If you get bored, your Amazon Echo device will entertain you by…
It used to be when someone said “white supremacy” I’d think “Oh, like the KKK” but now I think “Oh, like breakfast cereal.”
“They won’t listen to scientists or Al Gore, maybe they’ll listen to… some random kid!”
They’re pea-brains and virulent anti-Semites, but I’m not sure what harm they would have done by visiting.
So is it just way too late to tell Randy Newman he doesn’t have a very good singing voice?
If Ilhan Omar is boycotting Israel but then had to spend a week in Israel, wouldn’t she starve to death?
Just when I thought Trump couldn’t possibly be any dumber, he goes and does something like plots to buy Greenland and TOTALLY REDEEMS HIMSELF!
Can we stop pretending either party cares about bigotry?
Or, to put it another way, if caring about bigotry were a golf ball, winning elections would be the sun.
Argument I will not listen to:
“This politician you say is horrible is good actually.”
You make that argument, you’re everything wrong with society.
What I will listen to:
“This politician you say is extra horrible is really just regular politician horrible.”
Man, I honestly thought we were done with the whole Snopes saga and then they commission a friggin’ survey asking if people believe our articles.
Snopes has turned my daughter against me.
“Maybe you shouldn’t make fun of people.”
“I don’t make fun of people. I make fun of politicians.”
My 3yo: “Can you put on the kid’s version of Ain’t Nobody Tell Me Nothing?”

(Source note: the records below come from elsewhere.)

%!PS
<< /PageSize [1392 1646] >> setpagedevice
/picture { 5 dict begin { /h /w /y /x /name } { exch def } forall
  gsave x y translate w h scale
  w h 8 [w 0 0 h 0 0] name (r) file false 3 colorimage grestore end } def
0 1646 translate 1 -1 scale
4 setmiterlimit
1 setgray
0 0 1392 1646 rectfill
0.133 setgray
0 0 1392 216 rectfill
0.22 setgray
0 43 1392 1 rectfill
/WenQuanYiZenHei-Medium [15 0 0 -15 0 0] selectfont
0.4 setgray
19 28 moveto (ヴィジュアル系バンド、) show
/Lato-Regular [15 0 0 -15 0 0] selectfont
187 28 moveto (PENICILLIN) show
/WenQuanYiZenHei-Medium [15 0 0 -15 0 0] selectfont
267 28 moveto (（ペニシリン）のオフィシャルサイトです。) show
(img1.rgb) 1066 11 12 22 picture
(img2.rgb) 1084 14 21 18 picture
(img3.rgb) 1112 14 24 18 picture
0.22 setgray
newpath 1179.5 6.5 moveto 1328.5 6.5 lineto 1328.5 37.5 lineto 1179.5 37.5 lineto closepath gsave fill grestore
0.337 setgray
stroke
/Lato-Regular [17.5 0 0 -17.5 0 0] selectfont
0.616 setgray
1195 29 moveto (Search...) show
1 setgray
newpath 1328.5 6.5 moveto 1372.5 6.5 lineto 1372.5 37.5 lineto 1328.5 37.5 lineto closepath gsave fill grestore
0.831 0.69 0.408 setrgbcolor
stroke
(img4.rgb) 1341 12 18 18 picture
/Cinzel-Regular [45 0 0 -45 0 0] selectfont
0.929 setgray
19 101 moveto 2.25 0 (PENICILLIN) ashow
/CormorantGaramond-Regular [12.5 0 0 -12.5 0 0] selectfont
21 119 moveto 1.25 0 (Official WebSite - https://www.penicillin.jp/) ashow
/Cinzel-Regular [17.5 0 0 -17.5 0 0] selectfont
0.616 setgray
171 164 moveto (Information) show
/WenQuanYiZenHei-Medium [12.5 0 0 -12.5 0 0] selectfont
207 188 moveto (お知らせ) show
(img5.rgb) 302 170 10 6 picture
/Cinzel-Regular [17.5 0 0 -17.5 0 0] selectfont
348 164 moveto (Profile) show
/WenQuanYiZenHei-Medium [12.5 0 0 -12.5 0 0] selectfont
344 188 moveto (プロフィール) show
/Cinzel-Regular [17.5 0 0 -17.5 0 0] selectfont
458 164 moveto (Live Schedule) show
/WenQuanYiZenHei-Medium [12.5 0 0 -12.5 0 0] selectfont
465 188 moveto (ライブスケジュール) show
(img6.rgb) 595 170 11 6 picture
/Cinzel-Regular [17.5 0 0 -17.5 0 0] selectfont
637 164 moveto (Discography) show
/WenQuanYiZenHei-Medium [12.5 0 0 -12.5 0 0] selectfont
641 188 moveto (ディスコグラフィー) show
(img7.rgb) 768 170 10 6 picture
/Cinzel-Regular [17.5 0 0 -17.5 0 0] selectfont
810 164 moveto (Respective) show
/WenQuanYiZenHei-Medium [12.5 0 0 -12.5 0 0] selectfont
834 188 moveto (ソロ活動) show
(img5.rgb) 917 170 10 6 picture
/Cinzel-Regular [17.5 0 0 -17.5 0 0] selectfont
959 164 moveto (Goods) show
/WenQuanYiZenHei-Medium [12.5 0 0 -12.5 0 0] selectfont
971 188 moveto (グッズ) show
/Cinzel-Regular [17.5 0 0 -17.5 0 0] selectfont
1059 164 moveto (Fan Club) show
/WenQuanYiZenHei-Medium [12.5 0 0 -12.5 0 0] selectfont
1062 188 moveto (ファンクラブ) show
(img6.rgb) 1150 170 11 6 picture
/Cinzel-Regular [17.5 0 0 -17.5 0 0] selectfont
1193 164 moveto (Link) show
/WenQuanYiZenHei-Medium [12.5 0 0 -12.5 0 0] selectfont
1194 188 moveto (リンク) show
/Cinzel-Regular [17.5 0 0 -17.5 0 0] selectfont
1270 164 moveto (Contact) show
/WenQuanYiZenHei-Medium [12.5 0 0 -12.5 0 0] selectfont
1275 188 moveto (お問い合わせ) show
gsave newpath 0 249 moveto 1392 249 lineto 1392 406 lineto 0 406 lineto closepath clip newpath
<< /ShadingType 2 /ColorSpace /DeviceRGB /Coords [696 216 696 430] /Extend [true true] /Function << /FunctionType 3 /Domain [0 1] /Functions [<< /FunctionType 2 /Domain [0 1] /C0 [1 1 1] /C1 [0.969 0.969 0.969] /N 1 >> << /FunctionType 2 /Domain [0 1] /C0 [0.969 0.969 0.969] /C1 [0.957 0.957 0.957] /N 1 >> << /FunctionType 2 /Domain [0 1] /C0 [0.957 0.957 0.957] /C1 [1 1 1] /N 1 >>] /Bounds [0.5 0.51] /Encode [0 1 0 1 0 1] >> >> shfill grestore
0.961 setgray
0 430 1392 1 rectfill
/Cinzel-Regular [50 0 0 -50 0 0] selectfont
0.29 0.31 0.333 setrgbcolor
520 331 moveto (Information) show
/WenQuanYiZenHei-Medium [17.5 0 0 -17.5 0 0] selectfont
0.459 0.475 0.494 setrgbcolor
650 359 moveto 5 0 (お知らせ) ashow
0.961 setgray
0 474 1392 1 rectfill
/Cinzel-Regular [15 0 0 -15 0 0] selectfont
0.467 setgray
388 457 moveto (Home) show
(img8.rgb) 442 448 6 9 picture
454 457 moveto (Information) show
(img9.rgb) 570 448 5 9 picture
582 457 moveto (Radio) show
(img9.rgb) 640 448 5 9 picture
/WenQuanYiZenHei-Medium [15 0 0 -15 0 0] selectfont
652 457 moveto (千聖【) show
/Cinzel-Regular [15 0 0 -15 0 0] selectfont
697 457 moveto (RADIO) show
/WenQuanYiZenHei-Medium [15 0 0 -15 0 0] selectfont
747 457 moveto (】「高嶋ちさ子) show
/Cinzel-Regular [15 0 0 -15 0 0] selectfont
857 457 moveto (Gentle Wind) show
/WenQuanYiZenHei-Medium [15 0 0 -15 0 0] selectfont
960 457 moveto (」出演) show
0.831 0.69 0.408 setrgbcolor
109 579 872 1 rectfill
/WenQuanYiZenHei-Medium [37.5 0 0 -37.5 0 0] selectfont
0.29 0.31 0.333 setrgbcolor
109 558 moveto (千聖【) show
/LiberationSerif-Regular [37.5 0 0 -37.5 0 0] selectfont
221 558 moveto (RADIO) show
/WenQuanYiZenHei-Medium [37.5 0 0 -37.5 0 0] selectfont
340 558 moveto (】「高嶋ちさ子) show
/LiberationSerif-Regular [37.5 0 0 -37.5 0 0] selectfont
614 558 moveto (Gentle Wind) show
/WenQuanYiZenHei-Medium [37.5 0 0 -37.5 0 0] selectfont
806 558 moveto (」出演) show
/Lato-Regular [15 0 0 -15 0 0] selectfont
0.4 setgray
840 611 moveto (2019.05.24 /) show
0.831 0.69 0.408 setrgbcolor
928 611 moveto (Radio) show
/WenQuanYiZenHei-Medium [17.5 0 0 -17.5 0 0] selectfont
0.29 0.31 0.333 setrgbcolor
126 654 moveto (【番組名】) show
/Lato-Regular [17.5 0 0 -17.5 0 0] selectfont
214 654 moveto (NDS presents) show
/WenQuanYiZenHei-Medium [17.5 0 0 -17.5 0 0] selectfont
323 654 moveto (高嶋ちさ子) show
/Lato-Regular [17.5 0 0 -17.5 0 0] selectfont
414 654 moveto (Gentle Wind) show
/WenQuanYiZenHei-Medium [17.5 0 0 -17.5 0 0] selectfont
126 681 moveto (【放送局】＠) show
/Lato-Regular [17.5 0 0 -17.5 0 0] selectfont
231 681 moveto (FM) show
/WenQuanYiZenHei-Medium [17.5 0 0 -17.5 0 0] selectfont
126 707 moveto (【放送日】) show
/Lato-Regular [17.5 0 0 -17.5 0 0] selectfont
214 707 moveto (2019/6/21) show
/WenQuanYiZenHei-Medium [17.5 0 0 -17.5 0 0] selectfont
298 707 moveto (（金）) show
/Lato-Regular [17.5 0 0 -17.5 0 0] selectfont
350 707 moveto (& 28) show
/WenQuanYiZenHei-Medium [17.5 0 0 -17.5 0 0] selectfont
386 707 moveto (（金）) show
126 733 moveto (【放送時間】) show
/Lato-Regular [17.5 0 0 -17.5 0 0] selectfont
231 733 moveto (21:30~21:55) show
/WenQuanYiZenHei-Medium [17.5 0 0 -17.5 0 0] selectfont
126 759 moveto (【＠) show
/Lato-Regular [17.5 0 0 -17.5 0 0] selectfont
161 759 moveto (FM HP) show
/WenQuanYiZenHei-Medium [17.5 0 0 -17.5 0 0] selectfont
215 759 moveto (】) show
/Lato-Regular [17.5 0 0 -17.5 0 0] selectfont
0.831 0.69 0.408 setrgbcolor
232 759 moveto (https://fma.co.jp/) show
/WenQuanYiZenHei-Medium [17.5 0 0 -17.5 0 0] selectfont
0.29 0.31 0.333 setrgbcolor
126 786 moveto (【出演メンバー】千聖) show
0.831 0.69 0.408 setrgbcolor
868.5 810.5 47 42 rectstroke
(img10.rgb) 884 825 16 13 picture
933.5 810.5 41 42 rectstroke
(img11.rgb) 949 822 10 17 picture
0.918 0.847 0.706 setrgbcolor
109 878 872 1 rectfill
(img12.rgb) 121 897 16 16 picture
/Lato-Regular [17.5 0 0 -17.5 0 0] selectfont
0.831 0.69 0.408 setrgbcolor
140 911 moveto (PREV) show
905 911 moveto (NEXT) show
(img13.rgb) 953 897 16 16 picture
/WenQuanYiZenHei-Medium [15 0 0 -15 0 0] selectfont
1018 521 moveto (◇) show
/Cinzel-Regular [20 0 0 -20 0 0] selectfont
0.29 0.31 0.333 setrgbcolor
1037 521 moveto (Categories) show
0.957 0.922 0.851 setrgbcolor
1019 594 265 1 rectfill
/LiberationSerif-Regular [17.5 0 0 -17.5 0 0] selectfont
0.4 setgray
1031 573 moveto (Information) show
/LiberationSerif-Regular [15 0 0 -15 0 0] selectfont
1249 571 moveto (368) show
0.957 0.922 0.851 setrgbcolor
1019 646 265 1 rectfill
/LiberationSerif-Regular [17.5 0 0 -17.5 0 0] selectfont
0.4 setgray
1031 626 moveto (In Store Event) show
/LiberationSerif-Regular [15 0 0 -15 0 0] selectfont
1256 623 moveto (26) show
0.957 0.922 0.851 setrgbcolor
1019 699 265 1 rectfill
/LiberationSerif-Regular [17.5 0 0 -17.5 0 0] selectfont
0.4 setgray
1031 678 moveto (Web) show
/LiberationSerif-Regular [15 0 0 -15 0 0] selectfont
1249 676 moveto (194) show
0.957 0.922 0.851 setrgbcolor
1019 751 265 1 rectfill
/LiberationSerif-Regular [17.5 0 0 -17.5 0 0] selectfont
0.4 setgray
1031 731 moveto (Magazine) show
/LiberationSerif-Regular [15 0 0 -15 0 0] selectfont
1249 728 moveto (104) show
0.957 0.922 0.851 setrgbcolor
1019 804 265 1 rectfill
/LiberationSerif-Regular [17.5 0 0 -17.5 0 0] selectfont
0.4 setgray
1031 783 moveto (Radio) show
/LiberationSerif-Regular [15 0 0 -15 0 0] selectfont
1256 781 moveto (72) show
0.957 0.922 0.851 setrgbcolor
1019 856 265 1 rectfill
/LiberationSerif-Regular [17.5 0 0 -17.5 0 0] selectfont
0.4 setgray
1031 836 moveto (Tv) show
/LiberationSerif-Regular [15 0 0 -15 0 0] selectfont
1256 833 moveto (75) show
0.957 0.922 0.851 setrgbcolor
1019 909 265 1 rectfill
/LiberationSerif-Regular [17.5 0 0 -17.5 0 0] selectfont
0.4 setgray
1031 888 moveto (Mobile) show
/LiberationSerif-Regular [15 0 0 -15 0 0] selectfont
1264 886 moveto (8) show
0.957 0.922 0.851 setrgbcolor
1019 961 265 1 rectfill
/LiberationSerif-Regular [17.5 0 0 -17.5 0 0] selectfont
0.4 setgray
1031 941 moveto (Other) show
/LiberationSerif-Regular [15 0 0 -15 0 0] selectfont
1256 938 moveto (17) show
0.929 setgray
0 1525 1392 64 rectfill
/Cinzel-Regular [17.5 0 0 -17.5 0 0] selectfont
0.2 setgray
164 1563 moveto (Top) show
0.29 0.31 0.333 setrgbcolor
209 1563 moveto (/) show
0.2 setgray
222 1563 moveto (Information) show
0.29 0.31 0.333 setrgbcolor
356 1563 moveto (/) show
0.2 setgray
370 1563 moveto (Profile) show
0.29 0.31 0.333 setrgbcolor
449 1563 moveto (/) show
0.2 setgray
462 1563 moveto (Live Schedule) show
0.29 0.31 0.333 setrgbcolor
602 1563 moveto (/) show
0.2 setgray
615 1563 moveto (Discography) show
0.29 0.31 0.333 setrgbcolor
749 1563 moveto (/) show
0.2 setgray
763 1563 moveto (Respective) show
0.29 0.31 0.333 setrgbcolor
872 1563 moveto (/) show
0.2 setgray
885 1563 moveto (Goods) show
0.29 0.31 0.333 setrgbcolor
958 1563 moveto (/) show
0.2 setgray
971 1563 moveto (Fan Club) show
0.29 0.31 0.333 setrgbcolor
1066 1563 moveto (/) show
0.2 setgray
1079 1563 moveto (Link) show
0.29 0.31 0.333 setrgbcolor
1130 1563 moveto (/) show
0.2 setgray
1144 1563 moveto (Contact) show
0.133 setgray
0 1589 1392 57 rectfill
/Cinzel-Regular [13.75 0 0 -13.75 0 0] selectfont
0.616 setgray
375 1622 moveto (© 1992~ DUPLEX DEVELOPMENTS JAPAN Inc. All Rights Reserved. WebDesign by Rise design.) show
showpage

Why are there so many nazis in Portland?
Antifa gets rid of nazis by making them feel redundant.
Ridiculing antifa makes you pro-nazi in the same way ridiculing a bunch of LARPers running around a park makes you pro-orc.
Winchester is almost seven months old, but the other kids still act like they’ve never seen a baby before every time we get him up from a nap.
They call themselves “Proud Boys”? That’s the name they came up with?
It’s hard to believe the people who think Trump is this genius who can never do wrong and the people who think antifa are brave freedom fighters are two different groups as the detachment from reality seems so similar.
I don’t know why companies hire big name stand up comedians for their ads and then apparently write a bunch of unfunny lines for them to say.
“A rose by any other name would smell as sweet.”
“But what if we called it an ‘anti-rose’?”
“Oh. Then it would be something else entirely.”
How to Beat Donald Trump:
Try not to be worse than him.
My daughter asked why dollars are valuable. That’s a hard one to explain. I tried the “shared fiction” explanation, but eventually told her “Just try not to think about it too hard or the whole system will collapse.”
If they want to fight fascism, shouldn’t they be backing up the people in Hong Kong?
Why are we still talking about slavery? We ended slavery in the 80s with the “Don’t do slavery” slogan.
The Joe Rogan thing is kind of odd from the outside.
“Oh yeah. He’s like a comedian, I think. I know I’ve heard of him. So he has a podcast? That must be pretty niche.”
I try not to comment on people’s appearances, but I just can’t help it this time: What happened to Al Sharpton? It’s like his body just shrunk. He looks like a bobble head.
There are lots of reasons to criticize Israel that have nothing to do with anti-semitism… but 95% of the criticism they receive is because of anti-semitism.
Doing movie break between show binging, so watching the Rambo movies with my wife. I warned her the first one is way different than you’d think, but it’s all dumb action schlock after that. Never seen the 4th one.
I know this one is the “best” one and I should be enjoying it more, but I really just want to see Rambo kill a bunch of commies like he does in 2 and 3.
I liked the way this review explained the robot Feeb from Hellbender. He’s a robot bound by Asimov’s three laws, but does everything he can to go against the spirit of those laws.
I think it would take a lot to convince the right that any time the left are talking about race they’re not just using it as a partisan cudgel.
Man, I was just telling my wife, “I sure could use another Spider-Man reboot.” So what a great day.
“Also, I’m really curious about what happened to Trinity and Neo after the end of the 3rd Matrix movie.”
“After they died and all the fun was sucked out of that franchise?”
“Yeah.”
“Mr. Anderson, welcome back. We missed you.”
“Really?”
“No. Are you sure you don’t want to spend your time doing another John Wick instead?”
How a real president would have handled it:
“I would like to buy Greenland.”
“We don’t want to sell it.”
“I never asked if you wanted to sell it.”
Suffice to say, if the Trump presidency ends with Greenland still in Denmark’s hands, then it was a failed presidency.
If you hear “Chick-fil-A” and your first thought is “They hate gay people!” you live in a bubble.
“So, Goldfinger, do you expect me to talk?”
“No, Mr. Bond. I expect you to die.”
“I don’t have time for that.”
I’m going on vacation.
Which means light posting from me starting today, with regular posting from me resuming August 29th.
I’ve already scheduled Straight Lines and Newsish Fakeries, but everything else will be courtesy of the rest of team IMAO.
I have no idea exactly what they have planned. I’m guessing they may not either.
Depending on how they do, please reward them generously or punish them severely. I leave the decision of which and to what degree in your ever-faithful hands.